茶々や初等の小さな子供達はお手伝いのおばさん達と共に家に置いてきて、育児のストレス発散をしてもらっている。
「結構、泳ぎって楽しいのですね」
お市が川岸に上がってきて、興奮しながら肉を焼く俺に声をかけてきた。
「だろ。お市もどうだ? 肉焼けたけど」
「いただきます」
箸でつまみながら、お市も美味しそうに肉をかぶりつく。
「又兵衛、私にも肉ちょうだい!」
「はいよ、雫」
褌姿の雫にも肉を渡すが、改めて、胸は普通くらいだが、太ももがはち切れんばかりに雫はデカい。
太ももの化身だな。
「いやらしい目で見てたでしょ」
「雫は下半身がエロすぎるんだよ。それに黒く変色した乳首が余計エロさを際立たせるし、桃の様な尻もエロスを引き立たせる」
「エロいエロいって……変態! スケベ!」
「相変わらず2人は仲が良いですね。良いなぁ雫は……昔から又兵衛と一緒に生活できていて」
「この変態との付き合いも10年以上になるからね! 慣れたものよ」
「夜の弱さは慣れてないけどな」
「又兵衛が強すぎるのよ!」
いつもの掛け合いをして、鉄板の管理を稲葉に任せ、俺も褌一丁になって川に飛び込む。
すると手には魚を捕まえていた。
「とったど~!」
子供達や家臣達から拍手が巻き起こるが、カッコつけていたら、頭上から熊部が落ちてきて、水中に叩きつけられた。
「何やってるんだか……」
雫も呆れ顔である。
「熊部、落ちるんだったら下を注意しろ! 俺以外だと大怪我だぞ!」
「す、すみません」
「じゃから熊部危ない言うたろう」
「栗犬も煽るな! 気をつけろ!」
「「はい……」」
その後も川での水遊びは夕方まで続くのであった。
今年の野分……台風は強烈で、夏真っ盛りに直撃した。
「雨が酷いな」
「けたたましい音ですね」
今日は家の雨戸を閉め切って、扉が飛ばないように補強し、手伝いさん達も危ないからと雨が強くなる前に家に返した。
なので、家の中は久しぶりに家族だけである。
子供達は囲碁や将棋、積み木や人形で遊び、母親達はお菓子を囲んで茶会。
食べているのは大麦粉、蜂蜜、豆乳、米油を混ぜて焼き固めたクッキー擬き。
それをカ◯ピスの原液擬きに抹茶粉を加えて水で薄めた抹茶カルピ◯を飲んでいた。
味は案外悪くないが、俺は普通の◯ルピスを飲んだほうが美味いと思う。
俺は木で美少女木像を久しぶりに作っていた。
「うーん、柴田のオヤジ殿に売ろうかな」
「あれ? 私に似ている木像ですね」
「お市に似せたからな」
今年25歳になるが、童顔なので18歳くらいにしか見えなかった。
俺の精液を毎晩注入しているのも効いているかもしれない……。
ちなみにお市の身長はこの時代では大きい165センチ。
他の嫁達と比べても頭1つ分大きい。
大きい女性は醜女扱いされるが、浅井長政も背が大きかったし、俺も身長190センチ超えなので釣り合いは取れていた。
「柴田のオヤジ殿はお市の事が好きだからな。多分飾ると思うぞ」
「権六(柴田勝家)は私が幼い頃から良くしてもらった忠臣ですが……こう……好きという気持ちをぶつけられても年の差があり過ぎて……」
年の差が結構寛容である戦国時代でも30歳以上の年の差はお市でも許容できなかったらしい。
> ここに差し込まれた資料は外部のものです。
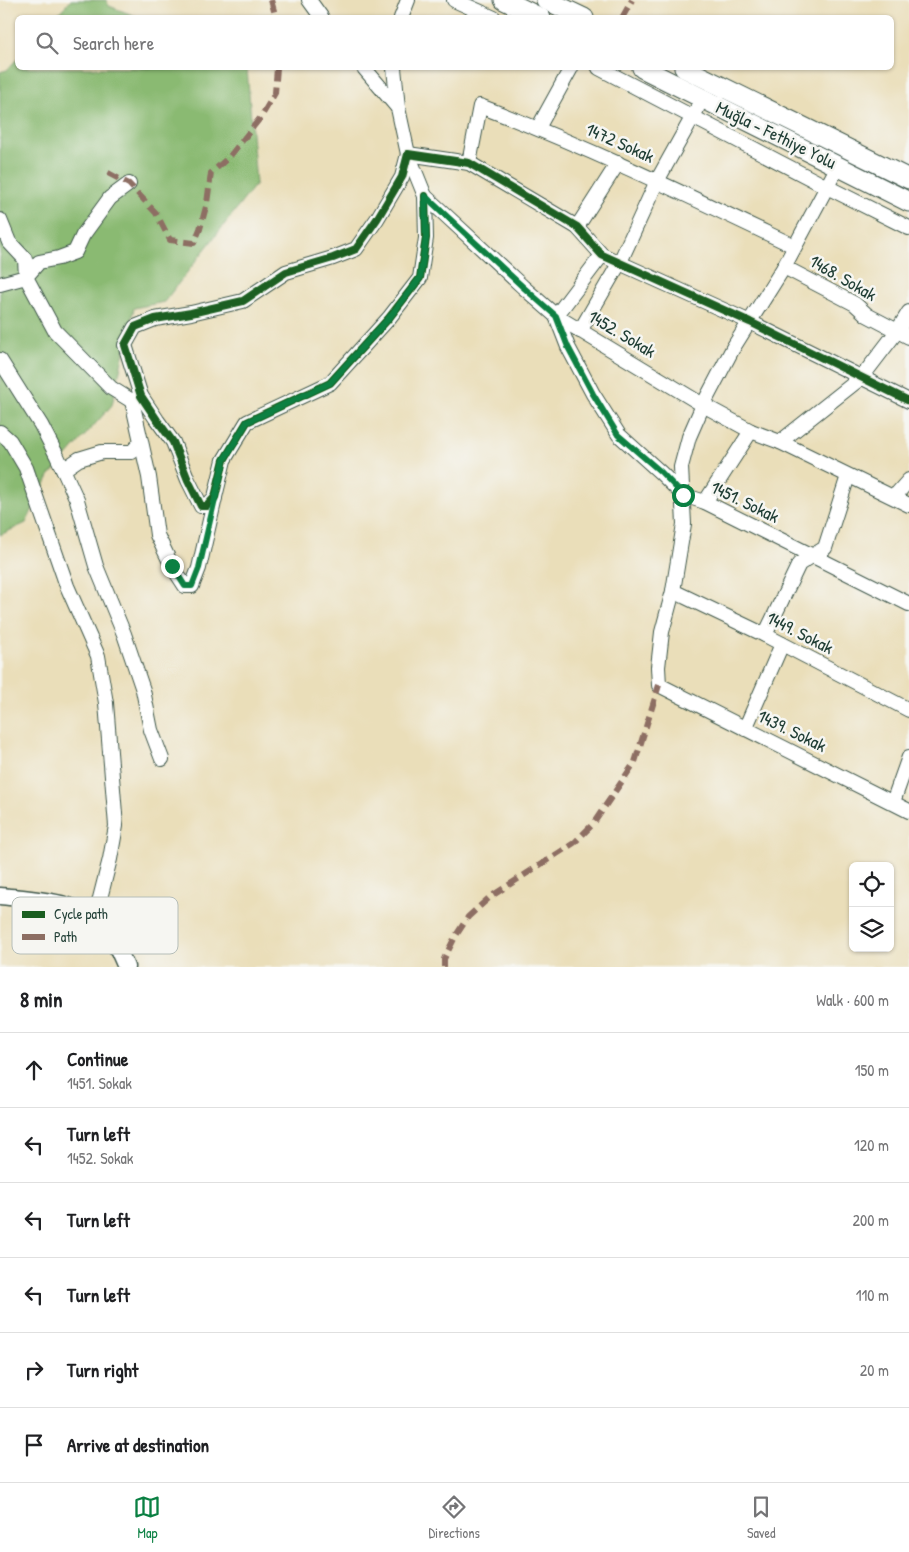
<!DOCTYPE html>
<meta charset="utf-8">
<style>
:root{--surface:#fff;--page:#f6f6f6;--text:#202124;--muted:#757577;--line:#e0e0e0;--accent:#0b8043}
body{margin:0;font-family:"Patrick Hand",sans-serif;background:var(--page);color:var(--text)}
.controls{position:absolute;right:15px;bottom:15px;display:grid;overflow:hidden;border-radius:8px;box-shadow:0 1px 4px #0004}
.controls button{width:45px;height:45px;display:grid;place-items:center;padding:0;border:0;border-bottom:1px solid var(--line);background:var(--surface);color:var(--text);font:25px sans-serif}
.stop{position:absolute;width:15px;height:15px;margin:-11px;border:4px solid #0b8043;border-radius:50%;background:#fff}
.stop.end{background:#0b8043;border-color:#fff;box-shadow:0 1px 5px #0008}
.list{margin:0;padding:0;list-style:none}
h2{display:flex;justify-content:space-between;align-items:center;height:65px;margin:0;padding:0 20px;font-size:21px}
h2 small{font-size:16px;font-weight:400;color:var(--muted)}
.list li{display:grid;grid-template-columns:32px 1fr auto;gap:15px;align-items:center;box-sizing:border-box;height:75px;padding:0 20px;border-top:1px solid var(--line)}
.list b{display:block;font-size:19px;white-space:nowrap}
.list p{margin:0;font-size:16px;white-space:nowrap;color:var(--muted)}
.list em{font-size:16px;font-style:normal;color:var(--muted)}
.icon{flex:none;width:28px;height:28px;fill:none;stroke:currentColor;stroke-width:2;stroke-linecap:round;stroke-linejoin:round}
.map{position:relative;flex:none;width:909px;height:967px;overflow:hidden}
.search{position:absolute;background:var(--surface);box-shadow:0 1px 4px #0004;left:15px;right:15px;top:15px;height:55px;display:flex;align-items:center;gap:12px;box-sizing:border-box;padding:0 18px;border-radius:8px;color:var(--muted);font-size:19px}
.sheet{height:515px;background:var(--surface)}
nav{display:flex;justify-content:space-around;align-items:center;box-sizing:border-box;height:70px;border-top:1px solid var(--line);background:var(--surface);font-size:14px;color:var(--muted)}
nav a{display:grid;justify-items:center;gap:2px}
nav .on{color:var(--accent)}
.map>svg:first-child{display:block}
.forest{fill:#8aba72;stroke:#547c53}
.lines{fill:none;stroke-linecap:round;stroke-linejoin:round}
.minor-casing{stroke:#3d5548;stroke-width:16}
.major-casing{stroke:#3d5548;stroke-width:19}
.highway-casing{stroke:#3d5548;stroke-width:21}
.minor{stroke:#fff;stroke-width:14}
.major{stroke:#fff;stroke-width:16}
.highway{stroke:#fff;stroke-width:19}
.quiet{stroke:#8d6e63;stroke-width:6;stroke-dasharray:12 6;stroke-linecap:butt}
.cycleway-casing{stroke:#f6f6f2;stroke-width:11}
.cycleway{stroke:#1b5e20;stroke-width:8}
.route{stroke:#0b8043;stroke-width:6}
.labels{text-anchor:middle;stroke-width:5;stroke-linejoin:round;paint-order:stroke}
.street-label{font-size:18px;fill:#1f3d34;stroke:#f6f6f2}
.key{fill:#f6f6f2;stroke:#b6beb9;stroke-width:1}
.key-label{font-size:14px;fill:#1f3d34}
</style>
<div class="map">
<svg width="909" height="967" viewBox="0 0 909 967">
<rect width="100%" height="100%" fill="#f6f6f2"/>
<filter id="ink" filterUnits="userSpaceOnUse"><feTurbulence type="fractalNoise" baseFrequency=".02" numOctaves="2"/><feDisplacementMap in="SourceGraphic" scale="10" xChannelSelector="R" yChannelSelector="G"/><feConvolveMatrix kernelMatrix="1 2 1 2 8 2 1 2 1" color-interpolation-filters="sRGB"/></filter>
<filter id="wash" filterUnits="userSpaceOnUse"><feTurbulence type="fractalNoise" baseFrequency=".0096" numOctaves="4" result="noise"/><feDisplacementMap in="SourceGraphic" scale="20" xChannelSelector="R" yChannelSelector="G"/><feGaussianBlur stdDeviation="1.12" result="paint"/><feColorMatrix in="noise" values="0 0 0 0 0 0 0 0 0 0 0 0 0 0 0 0 0 1.4 0 .05"/><feComposite in="paint" operator="in"/></filter>
<g filter="url(#wash)">
<rect width="100%" height="100%" fill="#eadeb9"/>
<g class="forest">
<path d="M71,0H106L109,6L138,17H55Z"/>
<path d="M17,59L18,68H247L256,184L164,302L134,308L112,405L49,476L26,523L0,535V72L7,70Z"/>
</g>
</g>
<g filter="url(#ink)">
<g class="lines">
<g class="minor-casing">
<g id="minor">
<path d="M309,0L322,18"/>
<path d="M454,0L494,18"/>
<path d="M401,18L408,0"/>
<path d="M364,68L398,108"/>
<path d="M394,68L398,108L408,154L425,196L523,287L556,316L703,405L751,431L780,442L909,505"/>
<path d="M599,68L827,187L909,228"/>
<path d="M538,128L571,68"/>
<path d="M469,163L480,106C588,147 691,197 794,246"/>
<path d="M838,166L784,267L733,348L703,405L689,437L681,467L684,524L673,591L662,632L658,667L659,685L909,811"/>
<path d="M129,184L110,198L83,235L75,252L59,258L39,262L26,277L55,331L111,388L132,401L141,396"/>
<path d="M425,196L426,238L420,278L389,318L330,383L247,422L224,460L215,497L207,506H201L188,480L173,442L157,420L141,396L125,345L135,327L155,319L191,313L243,301L286,272L333,258L356,249L377,219L402,177L408,154L469,163L577,227L602,255L750,322L909,401"/>
<path d="M0,220L9,242L25,259L26,277L0,284"/>
<path d="M577,227L618,163"/>
<path d="M602,255L556,316L568,347L593,394L619,435L661,473L683,495L705,502L909,604"/>
<path d="M784,267L855,304L867,315L909,337"/>
<path d="M580,331L620,262L657,181L697,109"/>
<path d="M0,360L41,425L57,456L77,500L96,566L124,634L143,690L151,730L162,759"/>
<path d="M132,401L149,477L157,535L172,566L185,586H192L199,568L215,498"/>
<path d="M0,432L10,441L26,468L67,586L98,656L106,703L116,826L110,859L95,918"/>
<path d="M780,442L862,377L898,330L909,312"/>
<path d="M63,470L79,459L102,452H132L141,442"/>
<path d="M894,497L909,480"/>
<path d="M705,502L751,431"/>
<path d="M673,591L765,635L909,710"/>
<path d="M765,635L799,564L825,548L848,476"/>
<path d="M745,729L782,644"/>
<path d="M893,802L909,757"/>
</g>
</g>
<g class="major-casing">
<path id="major" d="M0,896C38,900 82,900 108,932C116,942 121,956 126,967"/>
</g>
<g class="highway-casing">
<g id="highway">
<path d="M504,0L541,18"/>
<path d="M546,0L584,18"/>
<path d="M642,68L909,202"/>
<path d="M684,68L909,179"/>
</g>
</g>
<use href="#minor" class="minor"/>
<use href="#major" class="major"/>
<use href="#highway" class="highway"/>
<g class="quiet">
<path d="M271,0L276,18"/>
<path d="M622,18L632,0"/>
<path d="M108,173L129,184L156,213L170,240L194,243L200,229L207,203L211,173L230,156L261,117L275,93L277,68"/>
<path d="M444,967V959L455,937L468,917L490,897L574,843L593,824L635,762L659,685"/>
</g>
<g class="cycleway-casing">
<path id="cycleway" d="M425,196L426,238L420,278L389,318L330,383L247,422L224,460L215,497L207,506H201L188,480L173,442L157,420L141,396L125,345L135,327L155,319L191,313L243,301L286,272L333,258L356,249L377,219L402,177L408,154L469,163L577,227L602,255L750,322L909,401"/>
</g>
<use href="#cycleway" class="cycleway"/>
</g>
</g>
<g class="lines" filter="url(#ink)">
<path class="route" d="M172,566L185,586H192L199,568L224,460L247,422L330,383L389,318L420,278L426,238L425,196L523,287L556,316L568,347L593,394L618,435L661,472L683,495"/>
</g>
<g class="labels">
<g class="street-label">
<text transform="translate(776 135) rotate(26)" y="6">Muğla - Fethiye Yolu</text>
<text transform="translate(620 143) rotate(24)" y="6">1472 Sokak</text>
<text transform="translate(843 278) rotate(30)" y="6">1468. Sokak</text>
<text transform="translate(622 334) rotate(31)" y="6">1452. Sokak</text>
<text transform="translate(745 502) rotate(26)" y="6">1451. Sokak</text>
<text transform="translate(800 633) rotate(27)" y="6">1449. Sokak</text>
<text transform="translate(792 731) rotate(26)" y="6">1439. Sokak</text>
</g>
</g>
<rect x="12" y="897" width="166" height="57" rx="8" class="key"/>
<rect x="22" y="911" width="23" height="7" fill="#1b5e20"/>
<rect x="22" y="934" width="23" height="6" fill="#8d6e63"/>
<g class="key-label">
<text x="54" y="919">Cycle path</text>
<text x="54" y="942">Path</text>
</g>
</svg>
<div class="controls">
<button><svg class="icon" aria-label="locate" viewBox="0 0 24 24"><circle cx="12" cy="12" r="6"/><path d="M12 2v4M12 18v4M2 12h4M18 12h4"/></svg></button>
<button><svg class="icon" aria-label="layers" viewBox="0 0 24 24"><path d="M12 4l9 5-9 5-9-5zM3 14l9 5 9-5"/></svg></button>
</div>
<div class="stop" style="left:683px;top:495px"></div>
<div class="stop end" style="left:172px;top:566px"></div>
<div class="search"><svg class="icon" aria-label="search" viewBox="0 0 24 24"><circle cx="10" cy="10" r="6"/><path d="M15 15l6 6"/></svg>Search here</div>
</div>
<section class="sheet">
<h2>8 min<small>Walk · 600 m</small></h2>
<ul class="list">
<li><svg class="icon" aria-label="ahead" viewBox="0 0 24 24"><path d="M12 20V5M6 11l6-6 6 6"/></svg><div><b>Continue</b><p>1451. Sokak</p></div><em>150 m</em></li>
<li><svg class="icon" aria-label="left" viewBox="0 0 24 24"><path d="M17 20v-9H6M10 6l-5 5 5 5"/></svg><div><b>Turn left</b><p>1452. Sokak</p></div><em>120 m</em></li>
<li><svg class="icon" aria-label="left" viewBox="0 0 24 24"><path d="M17 20v-9H6M10 6l-5 5 5 5"/></svg><div><b>Turn left</b></div><em>200 m</em></li>
<li><svg class="icon" aria-label="left" viewBox="0 0 24 24"><path d="M17 20v-9H6M10 6l-5 5 5 5"/></svg><div><b>Turn left</b></div><em>110 m</em></li>
<li><svg class="icon" aria-label="right" viewBox="0 0 24 24"><path d="M7 20v-9h11M14 6l5 5-5 5"/></svg><div><b>Turn right</b></div><em>20 m</em></li>
<li><svg class="icon" aria-label="arrive" viewBox="0 0 24 24"><path d="M6 21V4h12l-3 4 3 4H6"/></svg><div><b>Arrive at destination</b></div></li>
</ul>
</section>
<nav>
<a class="on"><svg class="icon" aria-label="map" viewBox="0 0 24 24"><path d="M3 6l6-2 6 2 6-2v14l-6 2-6-2-6 2zM9 4v14M15 6v14"/></svg>Map</a>
<a><svg class="icon" aria-label="directions" viewBox="0 0 24 24"><path d="M12 3l9 9-9 9-9-9zM9 14v-3h6M13 9l2 2-2 2"/></svg>Directions</a>
<a><svg class="icon" aria-label="saved" viewBox="0 0 24 24"><path d="M7 4h10v16l-5-4-5 4z"/></svg>Saved</a>
</nav>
ちなみに俺も調べて驚いたが、毛利元就という爺さん大名が今年75歳(数え年)で亡くなったらしいが、彼の継室……正室が亡くなった後の奥さんとの年の差が35歳差であった。
「惜しい種付けお爺さんを亡くした」
毛利元就は死ぬ間際まで子供を作り続けて、孫よりも年下の息子が居るという現代でも中々見ない事をやってのけていた。
(孫の父親は既に亡くなっているというカオスっぷりも付け加えておく)
戦国時代の人を調べてみると色々な人物が出てくる。
ホモを拗らせて、元彼がヤンホモになって滅んだ大名だったり、天狗になると言って政務を部下に放り投げて衰退した管領(幕府で2番目に偉い人)、東北地方の殆どの大名を血縁関係にして、家系図を蜘蛛の巣みたいにした元祖種付けおじさん等……調べれば調べるほどヤバい人物がゴロゴロ出てくる。
「まぁ俺も後世でどんな言われ方をするか分からねぇけど、どうせロクなのにはならないんだろうな……」
ただの種付け少年から妖怪種付けお兄さんになり、最近では神格化された種付けお兄さんになりつつある。
30歳を過ぎて、本当の種付けおじさんになったら伝説の時間停止もできるようになるのではないだろうか……。